I was learning Linux memory management recently, now I am stopped by the paging mechanism.

As with Regular Paging for 32-bit processors, why page directory entries (32 bits in total) need 20 bits to indicate 2^10 Page Tables? I think 10-bits is just enough and no waste. What is wrong with my understanding?

Thank you.

Answer 1

For a 32-bit processor, it will generate 32-bit address.

If an address generated is 32-bit then, addressable memory is 4GB.(As 2^32 = 4GB)

Now, both page table and page directory reside on memory within a single page.

Also, page size is 4kB.

And in page directory and page table, entries always point to border or edge of page table and page directory respectively.
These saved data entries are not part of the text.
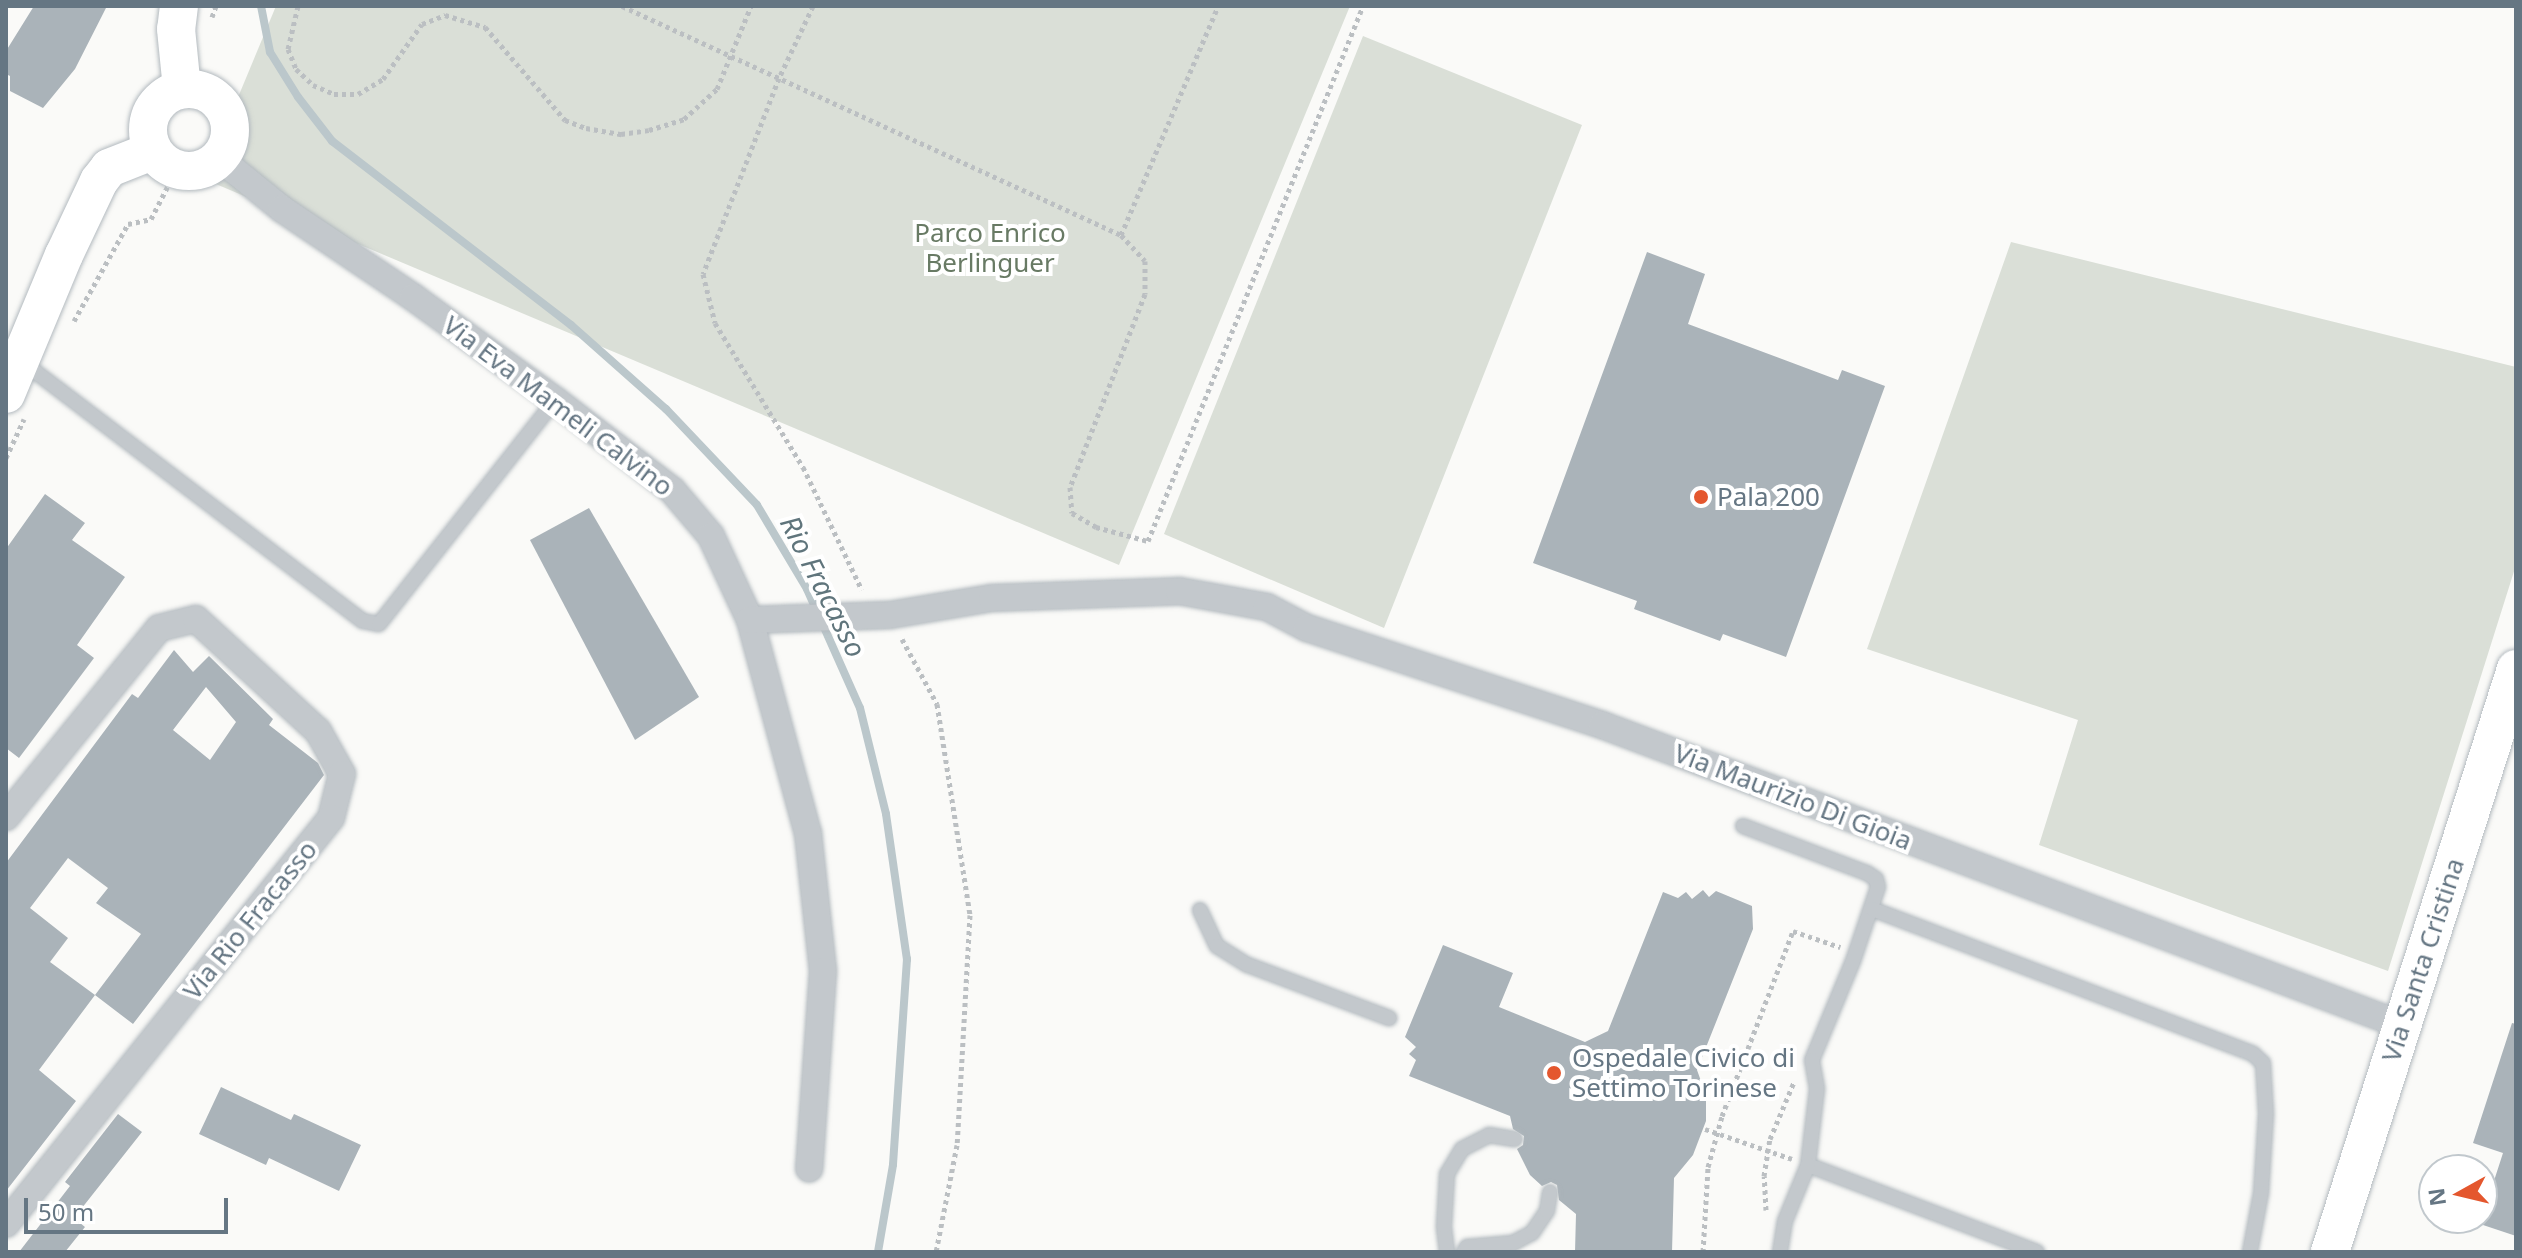 <!DOCTYPE html>
<html>
<head>
<meta charset="utf-8">
<style>
  body { margin:0 }
  #map { position:relative; width:2522px; height:1258px; overflow:hidden; background:#fafaf8; font-family:"Noto Sans",sans-serif }
  div>[style] { position:absolute }
  .green>* { inset:0; background:#dadfd7 }
  .stream>* { height:8px; margin:-4px; padding:0 4px; transform-origin:4px; border-radius:4px; background:#bbc7cb }
  .building>* { inset:0; background:#aab3b9 }
  .path>* { height:5px; margin-top:-2.5px; transform-origin:0; background:repeating-linear-gradient(90deg,#bbbfc2 0 4px,transparent 0 8px) }
  .roads { filter:drop-shadow(0 0 2px #b3babf) drop-shadow(0 0 2px #b3babf) }
  .lane>* { height:14px; margin:-7px; padding:0 7px; transform-origin:7px; border-radius:7px; background:#c3c8cc }
  .street>* { height:26px; margin:-13px; padding:0 13px; transform-origin:13px; border-radius:13px; background:#c3c8cc }
  .secondary>* { height:38px; margin:-19px; padding:0 19px; transform-origin:19px; border-radius:19px; background:#fff }
  .secondary>.ring { margin:-19px; padding:0; box-sizing:content-box; background:none; border:38px solid #fff; border-radius:50% }
  .dots>* { width:22px; height:22px; translate:-50% -50%; box-sizing:border-box; border:4px solid #fff; border-radius:50% }
  span { translate:-50% -50%; white-space:nowrap; text-align:center; line-height:1.15; -webkit-text-stroke:8px #fff; paint-order:stroke }
  .park-label { font-size:26px; color:#687a64 }
  .street-label { font-size:26px; color:#657683 }
  .poi-label { font-size:26px; color:#657683 }
  .left { translate:0 -50%; text-align:left }
  .water-label { font-size:28px; color:#60757c; font-style:italic }
  .frame { position:absolute; inset:0; border:8px solid #657683; pointer-events:none }
  .north { position:absolute; left:2418px; top:1154px; width:80px; height:80px; box-sizing:border-box; background:#fff; border:2px solid #c1c8cd; border-radius:50%; rotate:262deg; font-size:22px; font-weight:700; line-height:32px; text-align:center; color:#657683 }
  .north::after { content:''; display:block; margin:auto; width:28px; height:36px; background:#e4572e; clip-path:polygon(50% 0,100% 100%,50% 72%,0 100%) }
  .scale { position:absolute; left:24px; top:1198px; width:204px; height:36px; box-sizing:border-box; border:4px solid #657683; border-top:0; padding-left:10px; font-size:24px; line-height:28px; white-space:nowrap; color:#657683; -webkit-text-stroke:6px #fff; paint-order:stroke }
</style>
</head>
<body>
<div id="map">
  <div class="green">
    <div style="clip-path:polygon(276px 6px,1350px 6px,1119px 565px,204px 179px)"></div>
    <div style="clip-path:polygon(1363px 36px,1582px 125px,1384px 628px,1164px 534px)"></div>
    <div style="clip-path:polygon(2011px 242px,2516px 367px,2516px 565px,2388px 971px,2039px 845px,2078px 720px,1867px 649px)"></div>
  </div>
  <div class="stream">
    <div style="left:261px;top:6px;width:47px;rotate:78.9deg"></div>
    <div style="left:270px;top:52px;width:53px;rotate:58.1deg"></div>
    <div style="left:298px;top:97px;width:56px;rotate:52.3deg"></div>
    <div style="left:332px;top:141px;width:302px;rotate:37.6deg"></div>
    <div style="left:571px;top:325px;width:127px;rotate:41.5deg"></div>
    <div style="left:666px;top:409px;width:132px;rotate:46.5deg"></div>
    <div style="left:757px;top:505px;width:98px;rotate:59.2deg"></div>
    <div style="left:807px;top:589px;width:130px;rotate:66deg"></div>
    <div style="left:860px;top:708px;width:109px;rotate:76.2deg"></div>
    <div style="left:886px;top:814px;width:147px;rotate:81.8deg"></div>
    <div style="left:907px;top:959px;width:206px;rotate:93.9deg"></div>
    <div style="left:893px;top:1165px;width:88px;rotate:99.8deg"></div>
  </div>
  <div class="building">
    <div style="clip-path:polygon(34px 6px,107px 6px,75px 69px,43px 108px,10px 91px,10px 76px,6px 74px,6px 51px)"></div>
    <div style="clip-path:polygon(1647px 252px,1705px 274px,1688px 324px,1838px 380px,1842px 370px,1885px 386px,1786px 657px,1723px 634px,1720px 641px,1634px 609px,1637px 601px,1533px 563px)"></div>
    <div style="clip-path:polygon(45px 494px,85px 523px,72px 540px,125px 577px,77px 645px,94px 658px,19px 758px,6px 748px,6px 549px)"></div>
    <div style="clip-path:polygon(589px 508px,699px 697px,635px 740px,530px 540px)"></div>
    <div style="clip-path:polygon(evenodd,174px 650px,193px 672px,209px 656px,273px 719px,269px 725px,318px 763px,324px 775px,133px 1024px,95px 995px,141px 934px,96px 903px,108px 888px,68px 858px,30px 908px,68px 938px,50px 962px,95px 995px,39px 1070px,76px 1101px,6px 1191px,6px 863px,132px 694px,138px 698px,174px 650px,206px 687px,236px 722px,210px 760px,173px 730px,206px 687px)"></div>
    <div style="clip-path:polygon(1703px 890px,1709px 897px,1716px 891px,1752px 906px,1753px 929px,1697px 1070px,1706px 1095px,1706px 1121px,1693px 1155px,1674px 1178px,1672px 1252px,1575px 1252px,1576px 1214px,1559px 1200px,1557px 1185px,1551px 1182px,1542px 1186px,1530px 1175px,1517px 1149px,1523px 1145px,1524px 1136px,1513px 1129px,1510px 1116px,1409px 1076px,1416px 1060px,1409px 1054px,1416px 1047px,1405px 1037px,1443px 945px,1513px 973px,1499px 1007px,1585px 1042px,1608px 1031px,1663px 892px,1678px 898px,1686px 892px,1692px 899px)"></div>
    <div style="clip-path:polygon(2512px 1023px,2516px 1024px,2516px 1236px,2480px 1224px,2503px 1153px,2473px 1143px)"></div>
    <div style="clip-path:polygon(221px 1087px,291px 1120px,294px 1114px,361px 1145px,339px 1191px,269px 1158px,266px 1165px,199px 1134px)"></div>
    <div style="clip-path:polygon(118px 1114px,142px 1132px,74px 1218px,85px 1227px,65px 1252px,19px 1252px,70px 1186px,65px 1182px)"></div>
  </div>
  <div class="path">
    <div style="left:298px;top:6px;width:44px;rotate:103.1deg"></div>
    <div style="left:288px;top:49px;width:22px;rotate:68deg"></div>
    <div style="left:296px;top:69px;width:23px;rotate:43deg"></div>
    <div style="left:313px;top:85px;width:23px;rotate:23deg"></div>
    <div style="left:334px;top:94px;width:24px"></div>
    <div style="left:358px;top:94px;width:29px;rotate:-31deg"></div>
    <div style="left:383px;top:79px;width:67px;rotate:-54.7deg"></div>
    <div style="left:422px;top:24px;width:25px;rotate:-21deg"></div>
    <div style="left:445px;top:15px;width:42px;rotate:16.7deg"></div>
    <div style="left:485px;top:27px;width:123px;rotate:49.3deg"></div>
    <div style="left:565px;top:120px;width:22px;rotate:21deg"></div>
    <div style="left:586px;top:128px;width:36px;rotate:10deg"></div>
    <div style="left:621px;top:134px;width:28px;rotate:-8deg"></div>
    <div style="left:649px;top:130px;width:37px;rotate:-17deg"></div>
    <div style="left:684px;top:119px;width:45px;rotate:-42.3deg"></div>
    <div style="left:717px;top:89px;width:90px;rotate:-67.7deg"></div>
    <div style="left:622px;top:6px;width:549px;rotate:24.65deg"></div>
    <div style="left:1121px;top:235px;width:35px;rotate:47deg"></div>
    <div style="left:1145px;top:261px;width:33px;rotate:90deg"></div>
    <div style="left:1145px;top:294px;width:207px;rotate:111.2deg"></div>
    <div style="left:1070px;top:487px;width:26px;rotate:86deg"></div>
    <div style="left:1072px;top:513px;width:28px;rotate:30deg"></div>
    <div style="left:1096px;top:527px;width:54px;rotate:15.1deg"></div>
    <div style="left:1148px;top:541px;width:577px;rotate:-68.11deg"></div>
    <div style="left:813px;top:6px;width:80px;rotate:115.3deg"></div>
    <div style="left:779px;top:78px;width:210px;rotate:111.2deg"></div>
    <div style="left:703px;top:274px;width:50px;rotate:76.2deg"></div>
    <div style="left:715px;top:323px;width:169px;rotate:58.6deg"></div>
    <div style="left:803px;top:467px;width:136px;rotate:64.4deg"></div>
    <div style="left:212px;top:17px;width:12px;rotate:-70deg"></div>
    <div style="left:1121px;top:235px;width:249px;rotate:-67deg"></div>
    <div style="left:74px;top:321px;width:111px;rotate:-60.9deg"></div>
    <div style="left:128px;top:224px;width:24px;rotate:-12deg"></div>
    <div style="left:151px;top:219px;width:51px;rotate:-62.9deg"></div>
    <div style="left:6px;top:458px;width:43px;rotate:-65.2deg"></div>
    <div style="left:902px;top:639px;width:74px;rotate:61.7deg"></div>
    <div style="left:937px;top:704px;width:214px;rotate:81.1deg"></div>
    <div style="left:970px;top:915px;width:230px;rotate:93.2deg"></div>
    <div style="left:957px;top:1145px;width:109px;rotate:101.1deg"></div>
    <div style="left:1705px;top:1129px;width:92px;rotate:19deg"></div>
    <div style="left:1766px;top:1210px;width:34px;rotate:-93deg"></div>
    <div style="left:1764px;top:1176px;width:37px;rotate:-81deg"></div>
    <div style="left:1770px;top:1139px;width:62px;rotate:-67.2deg"></div>
    <div style="left:1703px;top:1252px;width:85px;rotate:-86.6deg"></div>
    <div style="left:1708px;top:1167px;width:53px;rotate:-74.6deg"></div>
    <div style="left:1722px;top:1116px;width:198px;rotate:-69deg"></div>
    <div style="left:1793px;top:931px;width:50px;rotate:18.8deg"></div>
  </div>
  <div class="roads">
    <div class="lane">
      <div style="left:20px;top:360px;width:431px;rotate:37.3deg"></div>
      <div style="left:363px;top:621px;width:16px;rotate:11deg"></div>
      <div style="left:379px;top:624px;width:285px;rotate:-51.8deg"></div>
      <div style="left:1743px;top:826px;width:133px;rotate:20.8deg"></div>
      <div style="left:1867px;top:873px;width:11px;rotate:34deg"></div>
      <div style="left:1876px;top:879px;width:8px;rotate:76deg"></div>
      <div style="left:1878px;top:887px;width:78px;rotate:108.7deg"></div>
      <div style="left:1853px;top:961px;width:107px;rotate:112.5deg"></div>
      <div style="left:1812px;top:1060px;width:29px;rotate:80deg"></div>
      <div style="left:1817px;top:1089px;width:77px;rotate:96.8deg"></div>
      <div style="left:1808px;top:1165px;width:245px;rotate:20.8deg"></div>
      <div style="left:1872px;top:909px;width:408px;rotate:20.8deg"></div>
      <div style="left:2253px;top:1054px;width:13px;rotate:42deg"></div>
      <div style="left:2263px;top:1063px;width:51px;rotate:86.6deg"></div>
      <div style="left:2266px;top:1114px;width:79px;rotate:93.6deg"></div>
      <div style="left:2261px;top:1193px;width:60px;rotate:100.6deg"></div>
      <div style="left:1200px;top:910px;width:40px;rotate:65deg"></div>
      <div style="left:1217px;top:946px;width:36px;rotate:32deg"></div>
      <div style="left:1248px;top:965px;width:151px;rotate:20.6deg"></div>
      <div style="left:1447px;top:1252px;width:26px;rotate:-97deg"></div>
      <div style="left:1444px;top:1226px;width:52px;rotate:-86.7deg"></div>
      <div style="left:1447px;top:1174px;width:29px;rotate:-59deg"></div>
      <div style="left:1462px;top:1149px;width:30px;rotate:-27deg"></div>
      <div style="left:1489px;top:1135px;width:26px;rotate:9deg"></div>
      <div style="left:1464px;top:1252px;width:6px;rotate:-59deg"></div>
      <div style="left:1467px;top:1247px;width:46px;rotate:-5deg"></div>
      <div style="left:1513px;top:1243px;width:21px;rotate:-28deg"></div>
      <div style="left:1532px;top:1233px;width:27px;rotate:-56deg"></div>
      <div style="left:1547px;top:1211px;width:19px;rotate:-81deg"></div>
      <div style="left:1780px;top:1252px;width:31px;rotate:-81deg"></div>
      <div style="left:1785px;top:1221px;width:61px;rotate:-67.7deg"></div>
    </div>
    <div class="street">
      <div style="left:219px;top:158px;width:81px;rotate:39deg"></div>
      <div style="left:282px;top:209px;width:158px;rotate:33.9deg"></div>
      <div style="left:413px;top:297px;width:175px;rotate:36deg"></div>
      <div style="left:555px;top:400px;width:148px;rotate:37.6deg"></div>
      <div style="left:672px;top:490px;width:60px;rotate:49.7deg"></div>
      <div style="left:711px;top:536px;width:93px;rotate:65.1deg"></div>
      <div style="left:750px;top:620px;width:221px;rotate:74.8deg"></div>
      <div style="left:808px;top:833px;width:139px;rotate:83.8deg"></div>
      <div style="left:823px;top:971px;width:198px;rotate:94deg"></div>
      <div style="left:750px;top:620px;width:140px;rotate:-2deg"></div>
      <div style="left:890px;top:615px;width:103px;rotate:-9.5deg"></div>
      <div style="left:992px;top:598px;width:187px;rotate:-2.1deg"></div>
      <div style="left:1179px;top:591px;width:89px;rotate:10.3deg"></div>
      <div style="left:1267px;top:607px;width:45px;rotate:27.7deg"></div>
      <div style="left:1307px;top:628px;width:311px;rotate:18.2deg"></div>
      <div style="left:1602px;top:725px;width:854px;rotate:20.56deg"></div>
      <div style="left:6px;top:817px;width:243px;rotate:-51deg"></div>
      <div style="left:159px;top:628px;width:38px;rotate:-14deg"></div>
      <div style="left:196px;top:619px;width:166px;rotate:42.6deg"></div>
      <div style="left:318px;top:731px;width:49px;rotate:60.8deg"></div>
      <div style="left:342px;top:774px;width:45px;rotate:104deg"></div>
      <div style="left:331px;top:818px;width:520px;rotate:128.68deg"></div>
    </div>
    <div class="secondary">
      <div style="left:179px;top:6px;width:23px;rotate:97deg"></div>
      <div style="left:176px;top:29px;width:60px;rotate:84.3deg"></div>
      <div class="ring" style="left:148px;top:89px;width:44px;height:44px"></div>
      <div style="left:6px;top:394px;width:151px;rotate:-67.4deg"></div>
      <div style="left:64px;top:255px;width:82px;rotate:-64.7deg"></div>
      <div style="left:99px;top:181px;width:16px;rotate:-52deg"></div>
      <div style="left:109px;top:168px;width:46px;rotate:-21.6deg"></div>
      <div style="left:2330px;top:1252px;width:612px;rotate:-72.31deg"></div>
    </div>
  </div>
  <div class="dots">
    <div style="left:1701px;top:497px;background:#e4572e"></div>
    <div style="left:1554px;top:1073px;background:#e4572e"></div>
  </div>
  <div class="park-label">
    <span style="left:990px;top:248px">Parco Enrico<br>Berlinguer</span>
  </div>
  <div class="street-label">
    <span style="left:558px;top:406px;rotate:37deg">Via Eva Mameli Calvino</span>
    <span style="left:1793px;top:797px;rotate:21deg">Via Maurizio Di Gioia</span>
    <span style="left:250px;top:920px;rotate:-51deg">Via Rio Fracasso</span>
    <span style="left:2423px;top:960px;rotate:-72deg">Via Santa Cristina</span>
  </div>
  <div class="poi-label">
    <span class="left" style="left:1717px;top:497px">Pala 200</span>
    <span class="left" style="left:1572px;top:1073px">Ospedale Civico di<br>Settimo Torinese</span>
  </div>
  <div class="water-label">
    <span style="left:824px;top:586px;rotate:63deg">Rio Fracasso</span>
  </div>
  <div class="frame"></div>
  <div class="north">N</div>
  <div class="scale">50 m</div>
</div>
</body>
</html>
If you divide 4G(1G=2^30) by 4k(1k = 2^10), you'll get 2^20

That is we need 20bits to access all of 4kb chunks within 4GB memory or maximum addressable memory.

That is why, entries for page table and page directory are always 20-bits

Answer 2

Regular x86 uses 2 level pagetable, but i think the case is that they talk here about one-level page table ... So you have one huge structure with 2^20 entries, each entry associate virtual page address (mentioned 20 bits) with physical page address. Can you provide a link where have you found this picture?

Answer 3

A page has a size of 4096 bytes, i.e., 2^12 bytes.

This means that pages are aligned to a multiple of 4 KB, and that the address of a page is xxxxxxxxxxxxxxxxxxxx000000000000. In other words, a page address needs 12 bits less than the address bus size. For 32-bit addresses, this ends up being 20 bits.

A page directory entry has 32 bits, so 2^10 of them fit into a 4 KB page.